:: What to do ::
Scan the lines below; pull out those with "down".

:: Stored data ::
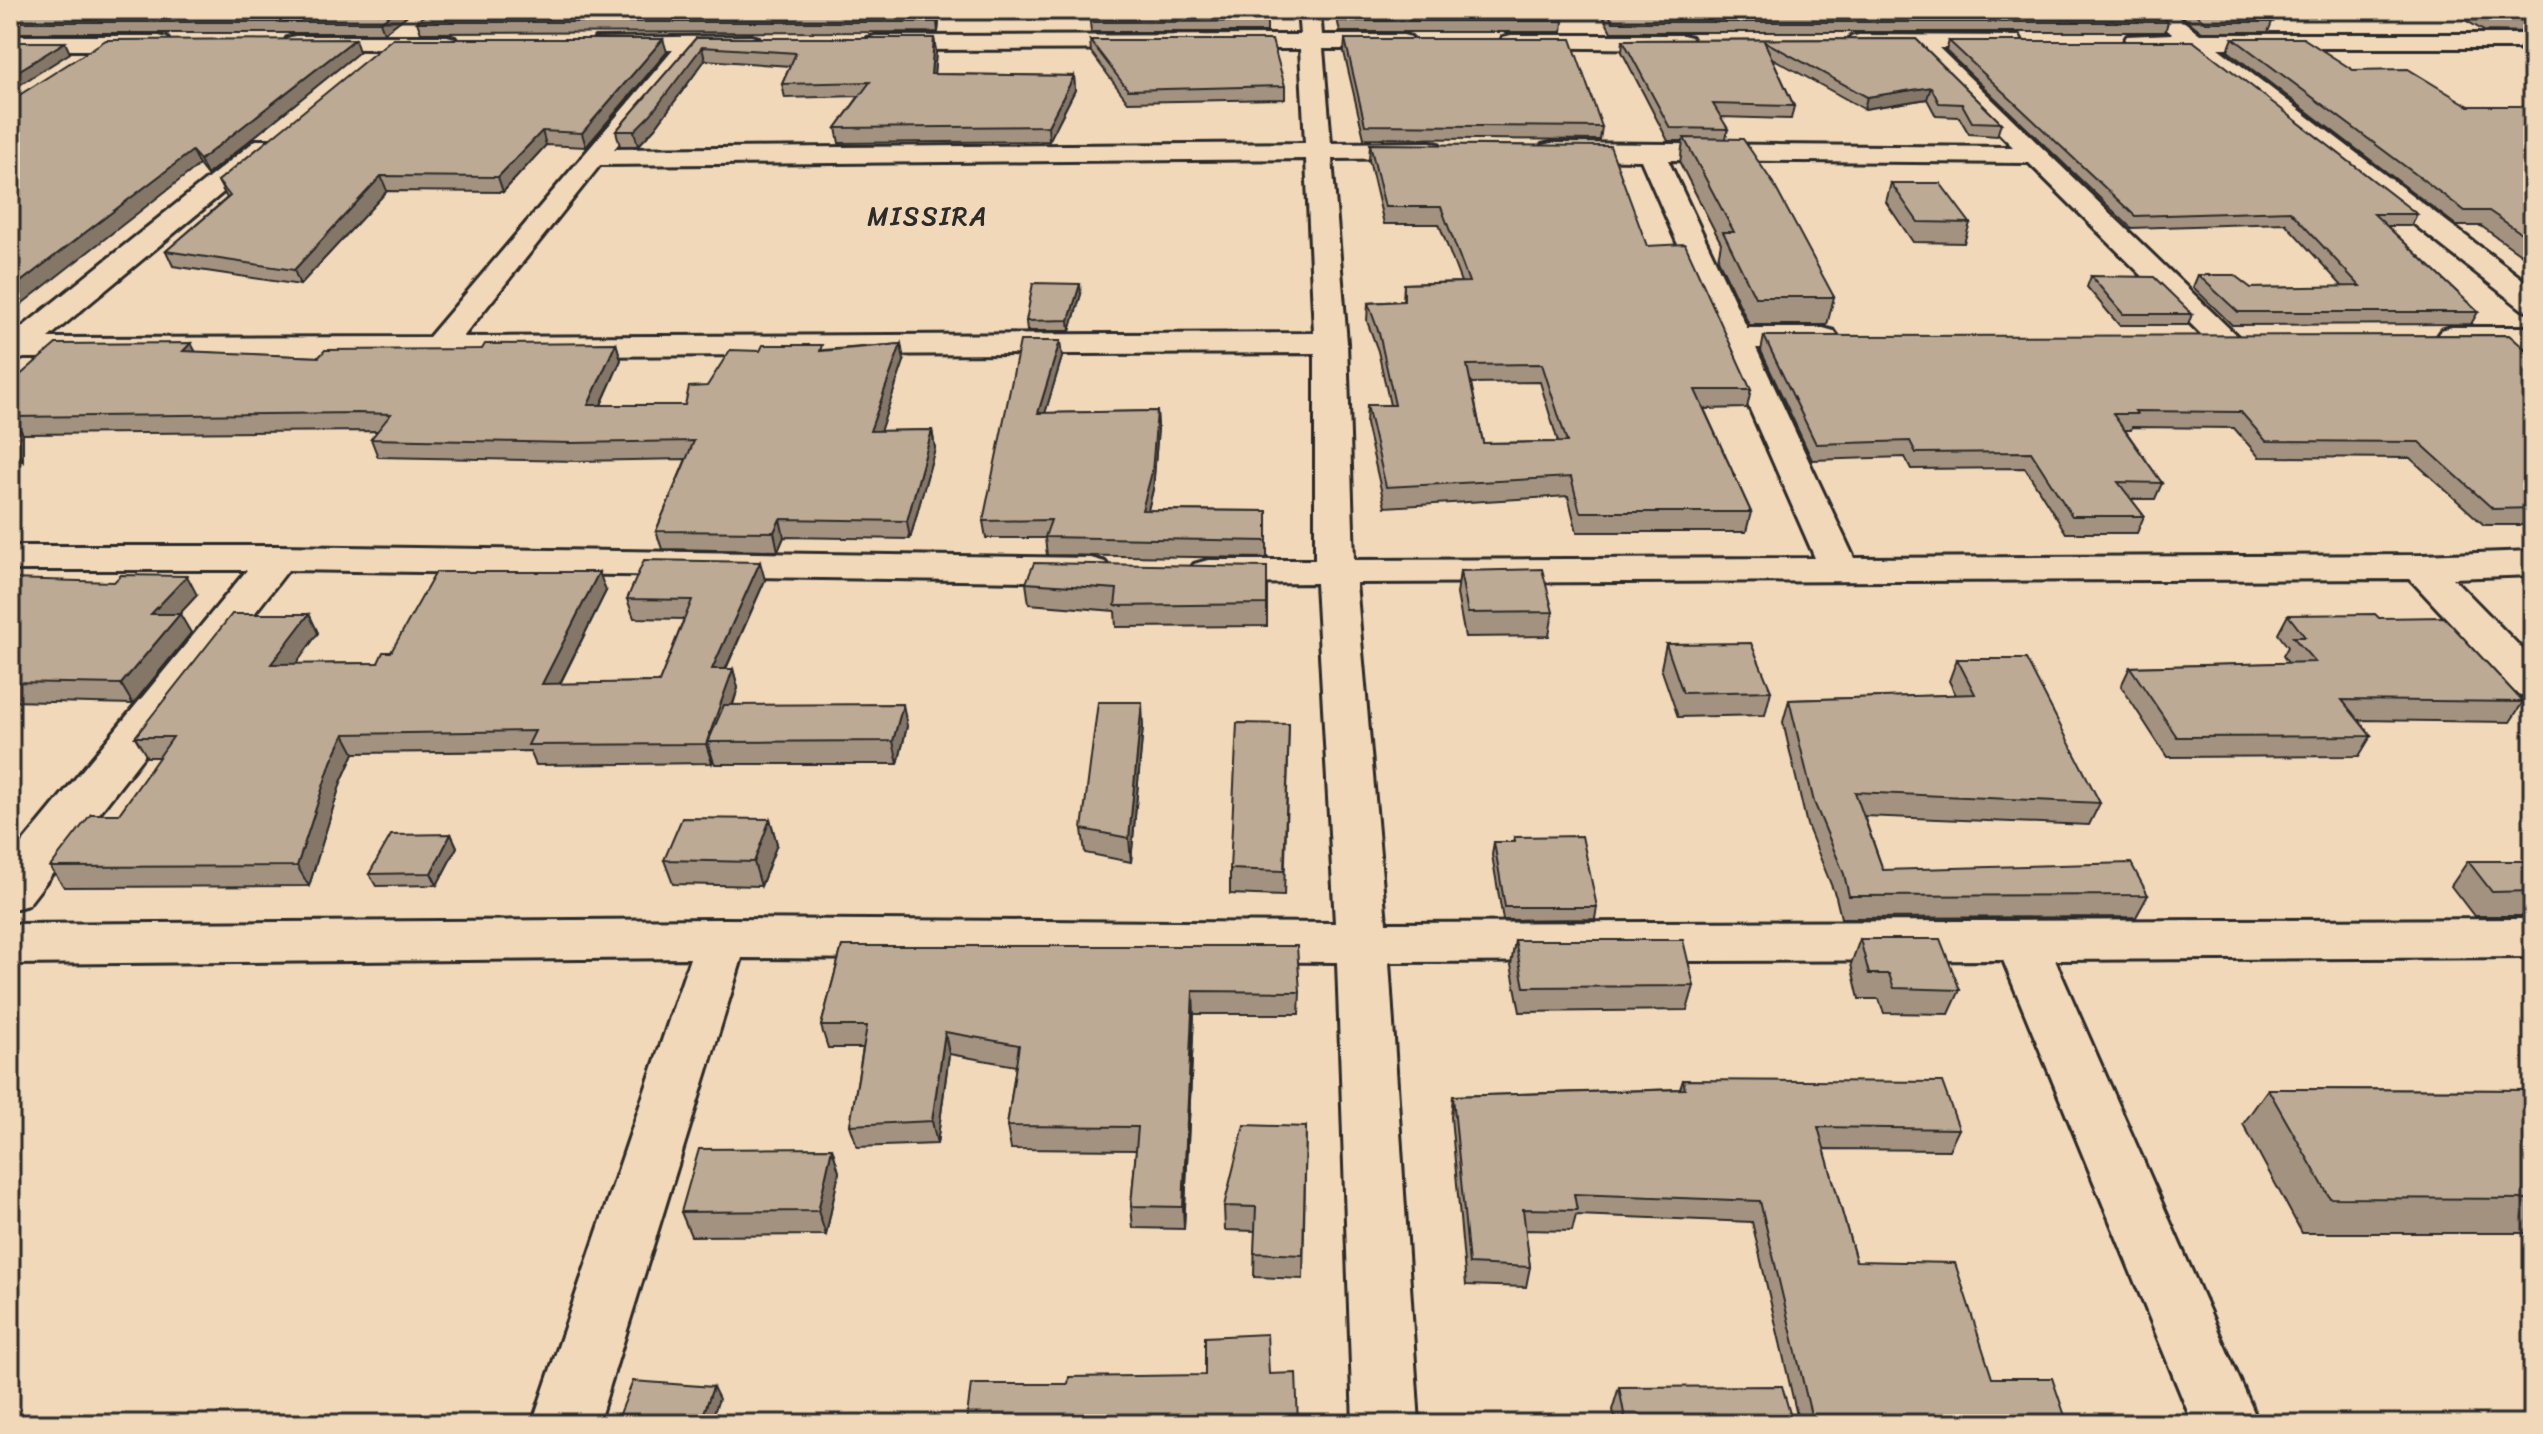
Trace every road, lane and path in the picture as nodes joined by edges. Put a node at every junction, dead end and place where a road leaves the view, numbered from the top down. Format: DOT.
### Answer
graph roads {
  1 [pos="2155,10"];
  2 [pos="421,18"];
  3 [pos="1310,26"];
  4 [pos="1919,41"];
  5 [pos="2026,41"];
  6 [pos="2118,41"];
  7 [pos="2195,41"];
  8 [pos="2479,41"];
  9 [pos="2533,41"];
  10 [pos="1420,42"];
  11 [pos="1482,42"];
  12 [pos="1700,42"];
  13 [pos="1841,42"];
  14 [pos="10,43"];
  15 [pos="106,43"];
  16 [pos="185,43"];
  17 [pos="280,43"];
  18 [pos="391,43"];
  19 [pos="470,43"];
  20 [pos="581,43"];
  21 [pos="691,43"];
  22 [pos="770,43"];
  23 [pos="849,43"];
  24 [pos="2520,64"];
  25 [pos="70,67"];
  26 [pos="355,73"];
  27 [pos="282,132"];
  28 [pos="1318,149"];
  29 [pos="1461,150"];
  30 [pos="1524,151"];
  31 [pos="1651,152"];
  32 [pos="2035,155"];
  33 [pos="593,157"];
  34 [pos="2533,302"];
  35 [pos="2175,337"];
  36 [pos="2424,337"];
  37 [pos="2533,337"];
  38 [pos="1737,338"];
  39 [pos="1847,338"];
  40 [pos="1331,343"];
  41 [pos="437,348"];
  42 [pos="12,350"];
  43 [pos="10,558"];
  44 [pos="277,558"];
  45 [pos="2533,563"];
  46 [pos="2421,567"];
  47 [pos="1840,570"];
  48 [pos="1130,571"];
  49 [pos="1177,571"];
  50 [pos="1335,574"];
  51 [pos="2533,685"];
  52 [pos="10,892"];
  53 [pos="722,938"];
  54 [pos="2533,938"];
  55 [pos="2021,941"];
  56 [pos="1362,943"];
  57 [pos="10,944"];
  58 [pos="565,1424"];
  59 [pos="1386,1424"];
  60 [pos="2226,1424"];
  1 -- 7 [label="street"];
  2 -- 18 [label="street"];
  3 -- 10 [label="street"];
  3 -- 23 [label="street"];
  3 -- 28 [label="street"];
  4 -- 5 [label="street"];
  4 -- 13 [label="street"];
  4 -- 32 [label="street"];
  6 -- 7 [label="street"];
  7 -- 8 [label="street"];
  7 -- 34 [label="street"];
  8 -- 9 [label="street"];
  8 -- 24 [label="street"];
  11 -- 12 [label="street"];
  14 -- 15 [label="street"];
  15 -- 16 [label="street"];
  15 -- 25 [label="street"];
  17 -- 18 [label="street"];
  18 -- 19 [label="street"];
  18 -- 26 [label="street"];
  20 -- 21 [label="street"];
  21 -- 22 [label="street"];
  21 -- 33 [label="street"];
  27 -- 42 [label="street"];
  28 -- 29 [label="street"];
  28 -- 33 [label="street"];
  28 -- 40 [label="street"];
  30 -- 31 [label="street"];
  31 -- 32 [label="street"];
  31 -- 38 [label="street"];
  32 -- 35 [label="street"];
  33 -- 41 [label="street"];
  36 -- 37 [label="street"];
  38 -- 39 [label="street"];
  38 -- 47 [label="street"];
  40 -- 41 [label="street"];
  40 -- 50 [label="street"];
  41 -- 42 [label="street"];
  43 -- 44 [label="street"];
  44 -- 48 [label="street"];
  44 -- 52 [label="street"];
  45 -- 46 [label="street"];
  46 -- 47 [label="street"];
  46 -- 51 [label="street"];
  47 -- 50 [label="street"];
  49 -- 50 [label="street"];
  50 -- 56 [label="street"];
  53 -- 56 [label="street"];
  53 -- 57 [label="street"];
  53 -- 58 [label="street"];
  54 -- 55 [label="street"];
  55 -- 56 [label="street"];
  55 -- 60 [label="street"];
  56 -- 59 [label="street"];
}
--
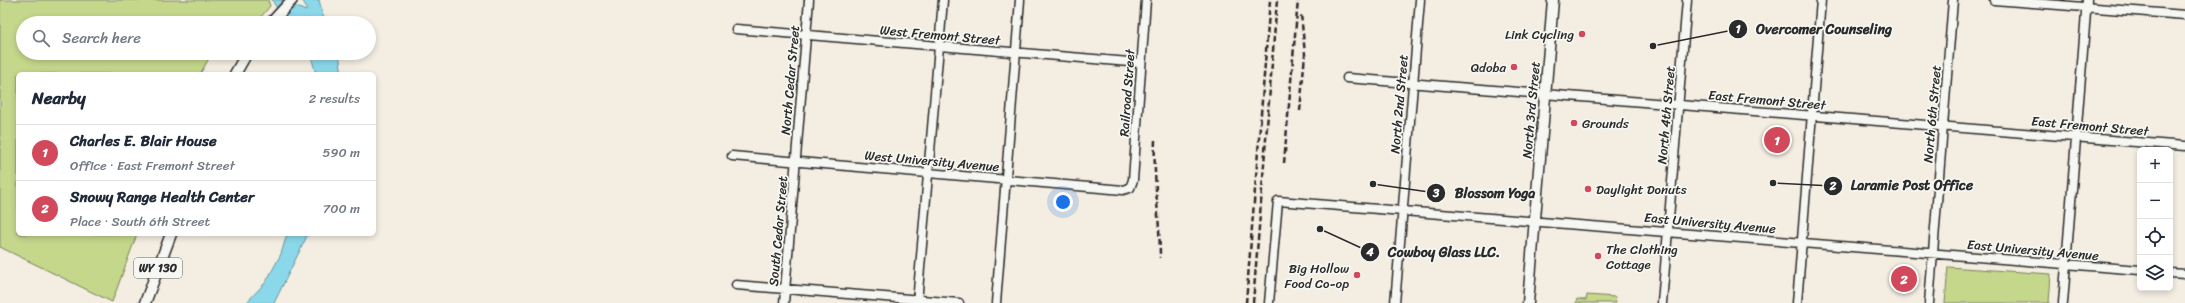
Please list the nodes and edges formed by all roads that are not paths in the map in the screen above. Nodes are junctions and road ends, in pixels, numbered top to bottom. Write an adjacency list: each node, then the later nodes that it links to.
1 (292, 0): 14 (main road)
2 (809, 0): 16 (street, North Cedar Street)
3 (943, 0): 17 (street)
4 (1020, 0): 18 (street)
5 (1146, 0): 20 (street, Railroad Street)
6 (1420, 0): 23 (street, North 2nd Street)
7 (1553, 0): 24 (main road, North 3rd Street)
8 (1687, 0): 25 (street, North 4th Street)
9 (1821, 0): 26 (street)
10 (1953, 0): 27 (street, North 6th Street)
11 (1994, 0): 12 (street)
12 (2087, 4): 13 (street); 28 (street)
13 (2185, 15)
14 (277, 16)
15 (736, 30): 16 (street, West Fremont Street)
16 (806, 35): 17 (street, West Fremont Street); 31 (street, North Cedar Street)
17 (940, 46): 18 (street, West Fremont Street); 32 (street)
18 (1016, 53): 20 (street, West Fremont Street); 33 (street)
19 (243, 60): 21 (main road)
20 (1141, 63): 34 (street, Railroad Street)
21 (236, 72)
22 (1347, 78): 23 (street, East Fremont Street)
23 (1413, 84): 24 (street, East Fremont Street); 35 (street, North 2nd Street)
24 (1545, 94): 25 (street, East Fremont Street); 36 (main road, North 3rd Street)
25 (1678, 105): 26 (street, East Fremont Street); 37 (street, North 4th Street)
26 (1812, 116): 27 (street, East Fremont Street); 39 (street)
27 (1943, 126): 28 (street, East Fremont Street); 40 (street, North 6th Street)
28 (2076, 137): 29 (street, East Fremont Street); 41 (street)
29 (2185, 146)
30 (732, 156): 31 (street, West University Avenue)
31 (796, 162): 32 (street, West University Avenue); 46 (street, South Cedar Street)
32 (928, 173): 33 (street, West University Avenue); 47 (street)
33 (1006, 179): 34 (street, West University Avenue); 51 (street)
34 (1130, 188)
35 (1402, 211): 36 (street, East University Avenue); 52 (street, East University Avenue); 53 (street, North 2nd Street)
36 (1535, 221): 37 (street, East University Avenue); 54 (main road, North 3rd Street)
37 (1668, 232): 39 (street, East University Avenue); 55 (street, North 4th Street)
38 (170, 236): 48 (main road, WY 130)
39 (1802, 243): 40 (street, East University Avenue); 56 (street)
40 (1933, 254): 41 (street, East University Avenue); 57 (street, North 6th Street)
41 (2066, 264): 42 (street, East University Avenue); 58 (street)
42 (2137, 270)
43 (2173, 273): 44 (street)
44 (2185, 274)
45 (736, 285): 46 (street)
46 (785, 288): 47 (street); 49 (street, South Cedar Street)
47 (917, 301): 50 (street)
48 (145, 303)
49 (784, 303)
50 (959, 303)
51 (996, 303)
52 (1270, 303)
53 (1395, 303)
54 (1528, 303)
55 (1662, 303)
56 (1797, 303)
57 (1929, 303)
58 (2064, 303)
---
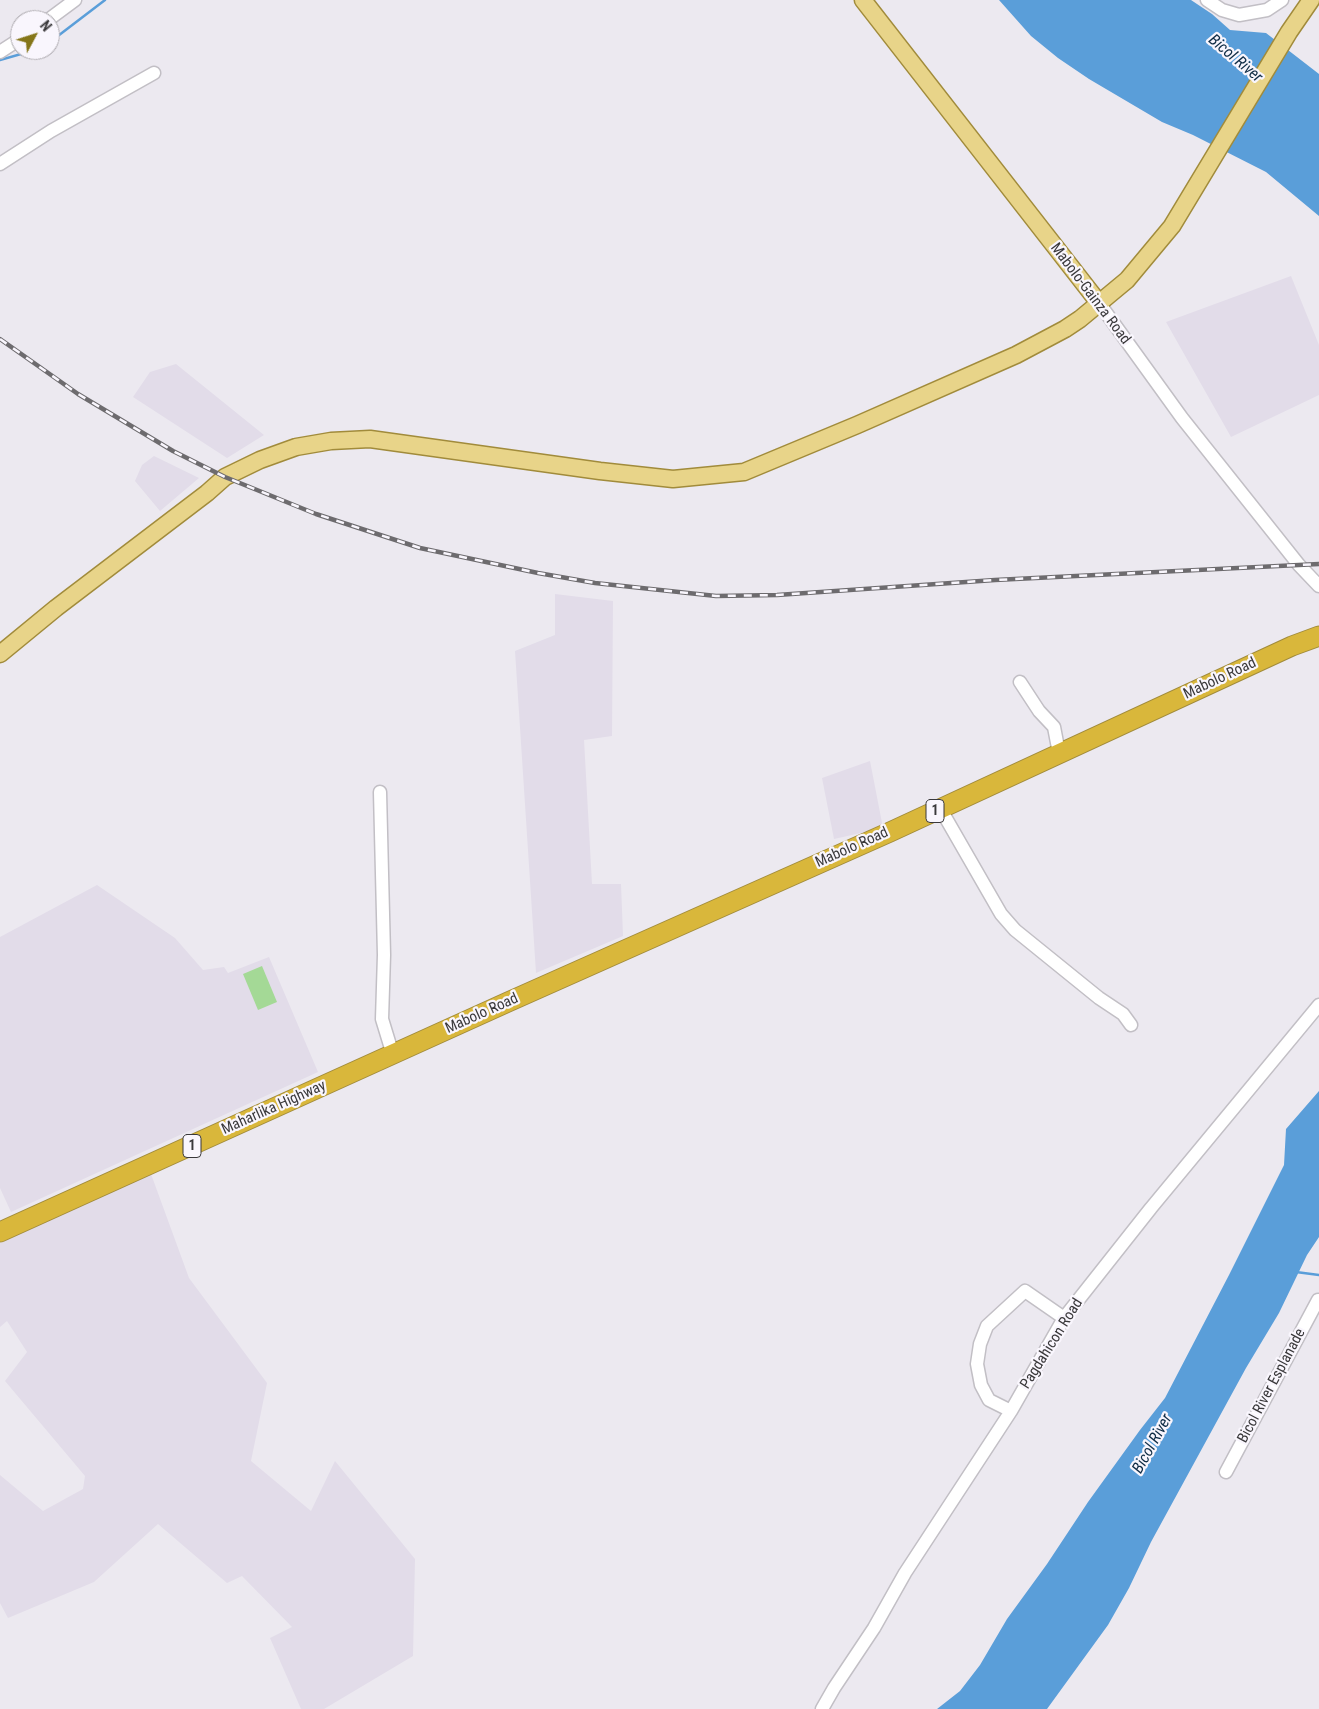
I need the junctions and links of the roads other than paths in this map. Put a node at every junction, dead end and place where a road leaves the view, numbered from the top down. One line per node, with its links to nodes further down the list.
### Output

:: Exercise response ::
Trace every road, lane and path in the picture as nodes joined by edges. Put a node at every junction, dead end and place where a road leaves the view, numbered from the top down. Format: DOT.
I need the junctions and links of the roads other than paths in this map. Put a node at every junction, dead end and place where a road leaves the view, numbered from the top down. One line per node, with its links to nodes further down the list.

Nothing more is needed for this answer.